(THE RECORDS)
Content starts

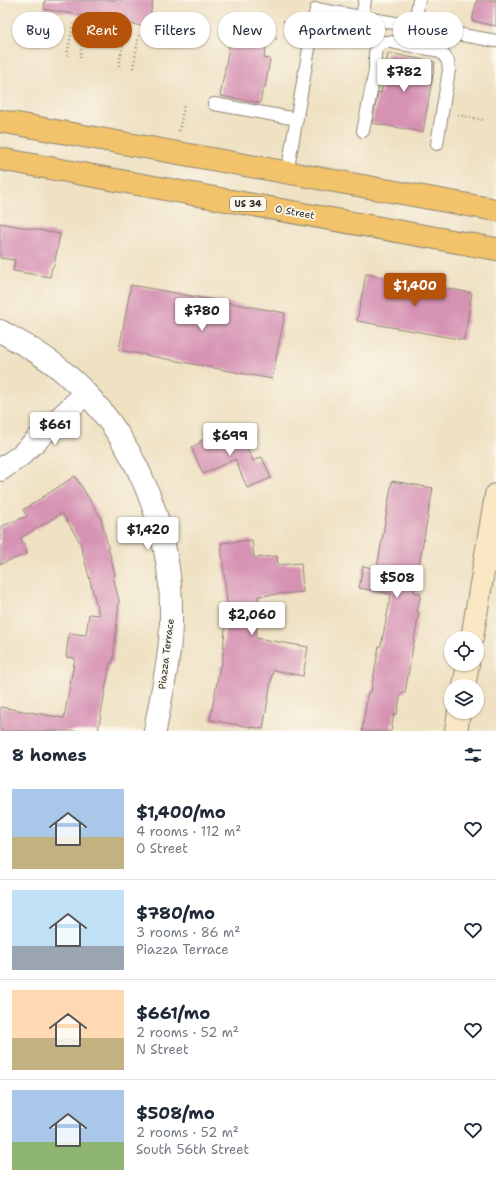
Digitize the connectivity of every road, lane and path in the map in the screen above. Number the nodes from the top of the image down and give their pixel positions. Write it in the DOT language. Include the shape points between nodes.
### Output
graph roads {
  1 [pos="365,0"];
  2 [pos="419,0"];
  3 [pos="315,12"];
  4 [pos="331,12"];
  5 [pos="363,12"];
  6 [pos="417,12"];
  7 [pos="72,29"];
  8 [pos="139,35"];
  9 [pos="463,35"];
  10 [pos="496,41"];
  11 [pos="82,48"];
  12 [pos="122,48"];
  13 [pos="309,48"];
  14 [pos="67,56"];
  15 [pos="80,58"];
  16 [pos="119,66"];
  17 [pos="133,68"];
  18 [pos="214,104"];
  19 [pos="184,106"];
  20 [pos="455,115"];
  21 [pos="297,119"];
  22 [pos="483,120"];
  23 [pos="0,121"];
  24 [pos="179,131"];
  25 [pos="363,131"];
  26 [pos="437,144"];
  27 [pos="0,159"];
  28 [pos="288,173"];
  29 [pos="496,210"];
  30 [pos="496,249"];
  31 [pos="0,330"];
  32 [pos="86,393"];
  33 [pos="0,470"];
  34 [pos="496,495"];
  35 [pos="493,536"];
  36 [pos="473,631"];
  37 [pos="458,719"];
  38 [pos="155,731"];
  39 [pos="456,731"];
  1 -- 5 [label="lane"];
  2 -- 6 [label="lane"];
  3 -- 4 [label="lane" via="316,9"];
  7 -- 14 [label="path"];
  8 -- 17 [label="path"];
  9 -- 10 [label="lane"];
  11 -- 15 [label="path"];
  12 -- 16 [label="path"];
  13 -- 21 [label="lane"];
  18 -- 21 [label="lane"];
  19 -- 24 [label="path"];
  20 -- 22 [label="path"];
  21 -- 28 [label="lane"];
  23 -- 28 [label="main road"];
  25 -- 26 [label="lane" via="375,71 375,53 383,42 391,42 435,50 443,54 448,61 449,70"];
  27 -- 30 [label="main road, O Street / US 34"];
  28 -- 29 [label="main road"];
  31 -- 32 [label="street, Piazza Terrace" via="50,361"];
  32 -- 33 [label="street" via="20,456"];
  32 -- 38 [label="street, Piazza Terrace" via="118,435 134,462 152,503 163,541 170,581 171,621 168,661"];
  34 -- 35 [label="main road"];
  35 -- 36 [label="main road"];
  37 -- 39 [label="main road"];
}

Content ends

(PROBLEM)
Check each line above for the string "Piazza" and show the ones that have it.

(EXERCISE SOLUTION)
  31 -- 32 [label="street, Piazza Terrace" via="50,361"];
  32 -- 38 [label="street, Piazza Terrace" via="118,435 134,462 152,503 163,541 170,581 171,621 168,661"];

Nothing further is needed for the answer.